Wiles had done the last step long before but had put aside since he didn’t know how to get ${Z}$. The key was framing ${X}$ so that it enabled bridged the gap in his originally-announced proof while its negation enabled the older proof.

Thus what we should seek are proofs with simple logic at the high level that breaks into cases or into sequential sub-goals so that the proof is a chain or relatively few of those goals.

## Shapes and Barriers

This makes Ken and I think again about an old paper by Juris Hartmanis with his students Richard Chang, Desh Ranjan, and Pankaj Rohatgi in the May 1990 Bulletin of the EATCS titled, “On IP=PSPACE and Theorems With Narrow Proofs.” Ken’s post on it included this nice diagram of what the paper calls “shapes of proofs”:

Ken’s thought now is that this taxonomy needs to be augmented with a proof shape corresponding to certain classes believed to be properly below polynomial time—classes within the NC hierarchy. Those proofs branch at the top into manageable-size subcases, and/or have a limited number of sequential stages, where each stage may be wide but is shallow in its chains of dependencies. Call this shape a “macro-tree.”

The difference between the macro-tree shape and the sequential shapes pictured above is neatly captured by Ashley Ahlin on a page about “Reading Theorems”:

Note that, in some ways, the easiest way to read a proof is to check that each step follows from the previous ones. This is a bit like following a game of chess by checking to see that each move was legal, or like running a spell-checker on an essay. It’s important, and necessary, but it’s not really the point. … The problem with this is that you are unlikely to remember anything about how to prove the theorem, if you’ve only read in this manner. Once you’re read a theorem and its proof, you can go back and ask some questions to help synthesize your understanding.

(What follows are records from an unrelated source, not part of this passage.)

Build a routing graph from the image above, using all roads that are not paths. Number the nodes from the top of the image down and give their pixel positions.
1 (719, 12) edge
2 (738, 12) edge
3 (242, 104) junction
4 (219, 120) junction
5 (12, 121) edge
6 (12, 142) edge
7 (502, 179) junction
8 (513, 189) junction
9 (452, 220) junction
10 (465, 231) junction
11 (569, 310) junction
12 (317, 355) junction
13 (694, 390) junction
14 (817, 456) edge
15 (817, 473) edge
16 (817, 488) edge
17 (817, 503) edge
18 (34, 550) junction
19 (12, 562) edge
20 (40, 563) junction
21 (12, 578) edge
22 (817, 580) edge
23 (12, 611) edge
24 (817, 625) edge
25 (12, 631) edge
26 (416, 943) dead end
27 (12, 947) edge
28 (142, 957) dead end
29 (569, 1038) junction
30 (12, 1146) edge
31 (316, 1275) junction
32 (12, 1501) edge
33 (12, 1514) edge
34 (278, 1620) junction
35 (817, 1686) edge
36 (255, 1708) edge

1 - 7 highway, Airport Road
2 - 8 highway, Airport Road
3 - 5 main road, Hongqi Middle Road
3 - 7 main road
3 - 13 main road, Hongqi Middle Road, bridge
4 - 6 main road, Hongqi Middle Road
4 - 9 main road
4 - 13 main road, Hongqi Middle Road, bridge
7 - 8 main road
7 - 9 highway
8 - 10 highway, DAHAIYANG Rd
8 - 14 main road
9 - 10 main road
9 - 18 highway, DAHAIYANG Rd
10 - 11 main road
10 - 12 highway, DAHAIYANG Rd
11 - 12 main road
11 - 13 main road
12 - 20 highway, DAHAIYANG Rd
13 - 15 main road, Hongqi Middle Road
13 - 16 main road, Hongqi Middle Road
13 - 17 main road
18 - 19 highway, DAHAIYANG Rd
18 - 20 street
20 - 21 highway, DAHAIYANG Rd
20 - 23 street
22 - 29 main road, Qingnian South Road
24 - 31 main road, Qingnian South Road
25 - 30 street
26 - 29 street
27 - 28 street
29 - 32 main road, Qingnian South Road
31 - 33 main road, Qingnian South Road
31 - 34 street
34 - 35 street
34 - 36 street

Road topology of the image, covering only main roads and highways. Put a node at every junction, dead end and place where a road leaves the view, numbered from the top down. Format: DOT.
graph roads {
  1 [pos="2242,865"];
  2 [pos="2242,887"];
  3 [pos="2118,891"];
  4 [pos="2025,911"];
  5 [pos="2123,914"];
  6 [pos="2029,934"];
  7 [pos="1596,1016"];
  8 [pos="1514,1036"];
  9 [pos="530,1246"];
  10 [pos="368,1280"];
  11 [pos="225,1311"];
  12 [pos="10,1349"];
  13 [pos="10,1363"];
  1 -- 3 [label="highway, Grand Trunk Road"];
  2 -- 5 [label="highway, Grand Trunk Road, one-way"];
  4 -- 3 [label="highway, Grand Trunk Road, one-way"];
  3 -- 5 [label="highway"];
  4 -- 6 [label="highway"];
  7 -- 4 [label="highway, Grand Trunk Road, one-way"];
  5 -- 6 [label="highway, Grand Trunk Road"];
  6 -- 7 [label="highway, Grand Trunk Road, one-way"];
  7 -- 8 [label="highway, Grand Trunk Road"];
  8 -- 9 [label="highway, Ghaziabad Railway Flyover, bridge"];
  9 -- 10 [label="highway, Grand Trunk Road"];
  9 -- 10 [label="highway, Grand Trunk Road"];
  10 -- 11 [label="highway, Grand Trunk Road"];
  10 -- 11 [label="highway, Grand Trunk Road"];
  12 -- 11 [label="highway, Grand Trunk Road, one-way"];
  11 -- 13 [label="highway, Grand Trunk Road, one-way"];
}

The other high-level structure that a proof needs to make evident—before seeing it is reasonable to expend the effort to check it—is shaped by barriers. We have touched on this topic several times but maybe have not stated it full on for P versus NP. A recent essay for a course led by Li-Yang Tan at Stanford does so in just a few pages. A proof should state up front how it works around barriers, and this alone makes its strategy easier to follow.

The idea of barriers extends outside P versus NP, of course. Peter Scholze seems to be invoking it in a comment two months ago in a post by Peter Woit in April on the status of Shinichi Mochizuki’s claimed proof of the ABC conjecture:

I may have not expressed this clearly enough in my manuscript with Stix, but there is just no way that anything like what Mochizuki does can work. … The reason it cannot work is a[nother] theorem of Mochizuki himself. … If the above claims [which are negated by the theorem] would have been true, I would see how Mochizuki’s strategy might have a nonzero chance of succeeding. …

Thus what Ken and I conclude is that in order for a proof to be checkable chunk by chunk—not line by line—it needs to have:

1. A top-level decomposition into a relatively small number of components and stages—like legs in a sailing race—and

2. A demonstration of how the stages navigate around known barriers.

Lack of a clear plan in the first already says the proof attempt cannot avoid being snagged on a barrier, as surely as natural laws prevent building a perpetual-motion machine.

## Open Problems

Does this help in ascertaining what shape a proof that resolves the P versus NP problem must have?